The claim was brought following the disclosure to the BCRP of the name, date of birth and photograph of a 16-year-old (C), plus bail conditions to which she was subject, and an assessment of her vulnerability to child sexual exploitation. The BCRP has more than 500 members, including businesses and retailers, private security firms, pubs, bars and nightclubs. The BCRP’s main role is the management of an exclusion notice scheme, prohibiting persons from entering its members' premises.
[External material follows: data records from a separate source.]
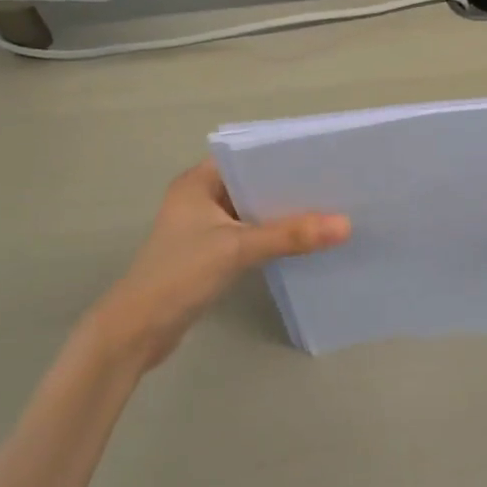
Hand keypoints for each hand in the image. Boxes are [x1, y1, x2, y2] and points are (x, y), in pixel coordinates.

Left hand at [93, 161, 348, 370]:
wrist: (140, 328)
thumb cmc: (181, 274)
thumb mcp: (238, 248)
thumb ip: (290, 235)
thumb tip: (345, 225)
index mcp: (196, 183)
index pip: (245, 158)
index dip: (280, 158)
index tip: (321, 161)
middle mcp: (198, 199)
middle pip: (251, 186)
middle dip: (288, 190)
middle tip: (333, 188)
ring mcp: (202, 229)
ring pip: (251, 214)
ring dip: (280, 217)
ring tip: (327, 213)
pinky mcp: (208, 255)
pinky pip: (248, 237)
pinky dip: (270, 239)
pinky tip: (301, 244)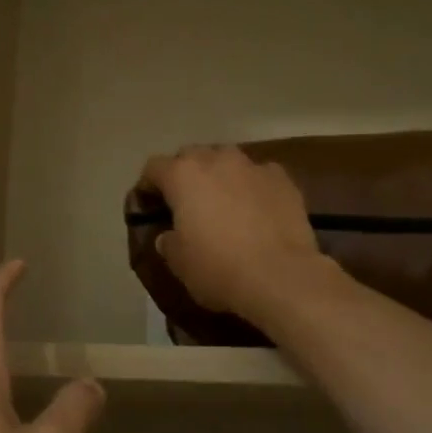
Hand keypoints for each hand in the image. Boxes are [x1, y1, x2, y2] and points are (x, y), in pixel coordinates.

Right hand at [139, 145, 326, 318]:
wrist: (280, 277)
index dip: (148, 185)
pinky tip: (257, 209)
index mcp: (182, 176)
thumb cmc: (218, 269)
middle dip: (185, 174)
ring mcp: (253, 166)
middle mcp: (216, 160)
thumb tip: (169, 236)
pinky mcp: (283, 179)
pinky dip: (253, 186)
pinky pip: (260, 175)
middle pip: (192, 155)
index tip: (149, 204)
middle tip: (187, 202)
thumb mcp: (179, 263)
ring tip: (223, 202)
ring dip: (220, 175)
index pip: (154, 167)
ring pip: (228, 160)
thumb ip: (169, 242)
Information sharing under the agreement took place via a secure intranet, to allow members to identify individuals who may be subject to exclusion.
In M, R (on the application of) v The Chief Constable of Sussex Police & Anor  EWHC 975 (Admin) the Court held that the Sussex Police was a data controller of the data it shared, but left open the question of whether the BCRP members were joint controllers or independent controllers (although the court leaned towards the former). The court held nothing turned on the distinction.
The Court listed the various statutory requirements to have safeguards in place connected with the processing/sharing of personal data. However, the Court held that the assessment of whether the ISA breached the Data Protection Act 2018 needed to take account of all the various safeguards that were in place, in a holistic manner. The Court went on to assess whether the safeguards in place through the agreement were sufficient to meet the statutory requirements, and in particular by reference to an assessment of:
- the nature of the data that shared under the agreement;
- the provisions as to who it was shared with and control over any onward sharing;
- the requirements for the training and vetting of recipients of the data; and
- the degree to which the specific interests of children are factored into the proportionality exercise.
Taken together, the Court’s view was that the ISA, together with the various appendices and a ‘legitimate interests assessment’, did provide sufficient safeguards and effective measures, including technological measures, to meet the relevant requirements of the Data Protection Act 2018. In reaching that conclusion, the Court took into account the purposes of the ISA (public protection and the prevention of crime), and therefore the need for sharing with a fairly wide group, i.e. employees of BCRP members.
However, the Court concluded that the sharing of the assessment of C’s vulnerability to CSE, which pre-dated the Data Protection Act 2018, was unlawful.
What to take away
The case is useful in setting out an approach that Court may well take going forwards in challenges to data sharing exercises (whether by the police under the Data Protection Act 2018, or others under the GDPR).
The ISA under challenge was an extensive and iterative document, supported by various operating procedures and a technical network, and controls over how data was shared in practice. The fact that there were documented controls in place, and these formed part of a ‘holistic’ set of measures, played in the police’s favour. Forces and organisations may wish to compare their own similar arrangements to the Sussex model.
However, the Court was critical of some of the drafting in the ISA, and in particular that certain provisions were ‘opaque’, and that appendices were missing/misnamed. This illustrates the importance of keeping agreements (and the underlying arrangements) under review as ‘living’ documents, rather than simply as a ‘one time’ exercise in compliance. The judge was also critical of the police’s approach to disclosure and their late submission of evidence as amounting to a failure to comply with the ‘duty of candour’ in the judicial review proceedings itself – which in the judge’s eyes did not sit comfortably in a challenge about disclosure and information law. The Court concluded that there almost certainly was relevant material that had not been disclosed by the police. Public bodies under challenge in JR proceedings are required to "assist the court with full and accurate explanations of all the facts relevant to the issue the court must decide" and to disclose "materials which are reasonably required for the court to arrive at an accurate decision".
Finally, the conclusion that the sharing of the CSE information was unlawful illustrates that it is not simply a question of what the underlying arrangements are, but how they are applied in practice, that poses a legal risk to organisations.